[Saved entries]
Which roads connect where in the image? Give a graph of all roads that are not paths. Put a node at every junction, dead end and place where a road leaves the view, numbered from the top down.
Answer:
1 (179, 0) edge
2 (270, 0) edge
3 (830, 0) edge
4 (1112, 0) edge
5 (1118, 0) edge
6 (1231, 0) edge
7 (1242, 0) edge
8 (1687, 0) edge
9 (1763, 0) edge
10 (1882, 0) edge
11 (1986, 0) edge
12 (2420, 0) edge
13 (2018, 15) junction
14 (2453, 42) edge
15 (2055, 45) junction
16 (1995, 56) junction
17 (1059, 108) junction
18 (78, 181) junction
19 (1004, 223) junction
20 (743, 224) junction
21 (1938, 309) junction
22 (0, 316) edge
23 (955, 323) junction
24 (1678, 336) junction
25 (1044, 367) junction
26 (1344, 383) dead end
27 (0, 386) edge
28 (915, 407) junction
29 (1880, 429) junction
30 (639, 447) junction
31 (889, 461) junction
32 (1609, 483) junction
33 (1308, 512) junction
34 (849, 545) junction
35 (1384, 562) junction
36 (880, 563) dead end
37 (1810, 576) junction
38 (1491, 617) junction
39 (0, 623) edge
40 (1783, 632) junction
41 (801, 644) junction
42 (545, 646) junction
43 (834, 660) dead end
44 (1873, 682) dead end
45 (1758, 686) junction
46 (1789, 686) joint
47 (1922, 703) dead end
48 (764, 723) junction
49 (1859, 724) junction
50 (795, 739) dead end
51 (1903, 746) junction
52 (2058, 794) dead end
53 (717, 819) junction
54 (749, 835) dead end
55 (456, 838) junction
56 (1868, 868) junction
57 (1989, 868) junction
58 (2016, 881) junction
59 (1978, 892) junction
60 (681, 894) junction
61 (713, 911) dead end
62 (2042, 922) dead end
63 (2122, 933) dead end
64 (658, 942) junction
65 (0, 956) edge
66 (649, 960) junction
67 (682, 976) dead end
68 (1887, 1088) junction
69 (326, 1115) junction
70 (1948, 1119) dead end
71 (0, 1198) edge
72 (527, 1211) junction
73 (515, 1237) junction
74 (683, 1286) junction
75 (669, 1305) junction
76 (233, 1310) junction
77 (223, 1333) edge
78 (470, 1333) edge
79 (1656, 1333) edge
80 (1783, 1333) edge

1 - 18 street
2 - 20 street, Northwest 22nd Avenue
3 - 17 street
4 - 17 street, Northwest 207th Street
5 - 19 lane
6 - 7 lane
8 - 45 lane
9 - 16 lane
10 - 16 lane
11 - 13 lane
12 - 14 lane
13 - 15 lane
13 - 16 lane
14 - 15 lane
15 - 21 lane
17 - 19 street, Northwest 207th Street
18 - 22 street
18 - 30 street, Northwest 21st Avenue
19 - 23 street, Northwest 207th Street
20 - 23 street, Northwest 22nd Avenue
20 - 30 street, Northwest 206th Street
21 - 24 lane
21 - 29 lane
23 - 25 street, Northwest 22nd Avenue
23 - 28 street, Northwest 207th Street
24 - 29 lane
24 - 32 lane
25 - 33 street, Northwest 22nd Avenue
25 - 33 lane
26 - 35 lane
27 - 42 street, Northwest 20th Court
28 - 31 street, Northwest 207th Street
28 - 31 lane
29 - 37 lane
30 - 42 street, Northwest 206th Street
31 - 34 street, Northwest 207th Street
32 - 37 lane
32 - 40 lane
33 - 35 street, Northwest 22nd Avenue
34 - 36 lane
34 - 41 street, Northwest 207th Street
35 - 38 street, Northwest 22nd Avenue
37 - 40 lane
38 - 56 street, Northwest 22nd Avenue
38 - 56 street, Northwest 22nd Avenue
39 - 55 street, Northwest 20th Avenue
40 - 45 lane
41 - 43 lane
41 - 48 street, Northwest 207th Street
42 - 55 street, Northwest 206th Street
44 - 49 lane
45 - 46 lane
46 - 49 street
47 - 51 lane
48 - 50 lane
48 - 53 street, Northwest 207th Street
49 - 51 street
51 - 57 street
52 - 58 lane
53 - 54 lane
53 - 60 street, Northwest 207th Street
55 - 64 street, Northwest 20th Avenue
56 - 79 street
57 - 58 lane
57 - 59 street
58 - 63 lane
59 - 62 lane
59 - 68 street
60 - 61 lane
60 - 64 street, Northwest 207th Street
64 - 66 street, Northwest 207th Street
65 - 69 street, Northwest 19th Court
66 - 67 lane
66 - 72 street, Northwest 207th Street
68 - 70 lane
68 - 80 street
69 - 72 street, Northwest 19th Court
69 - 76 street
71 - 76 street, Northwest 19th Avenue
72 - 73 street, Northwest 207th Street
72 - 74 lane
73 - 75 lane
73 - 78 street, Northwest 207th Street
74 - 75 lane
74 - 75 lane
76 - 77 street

» Problem to work on: Some lines of the data above may hold the word "Avenue"; state how many do, and give only that number.

» Exercise response: 12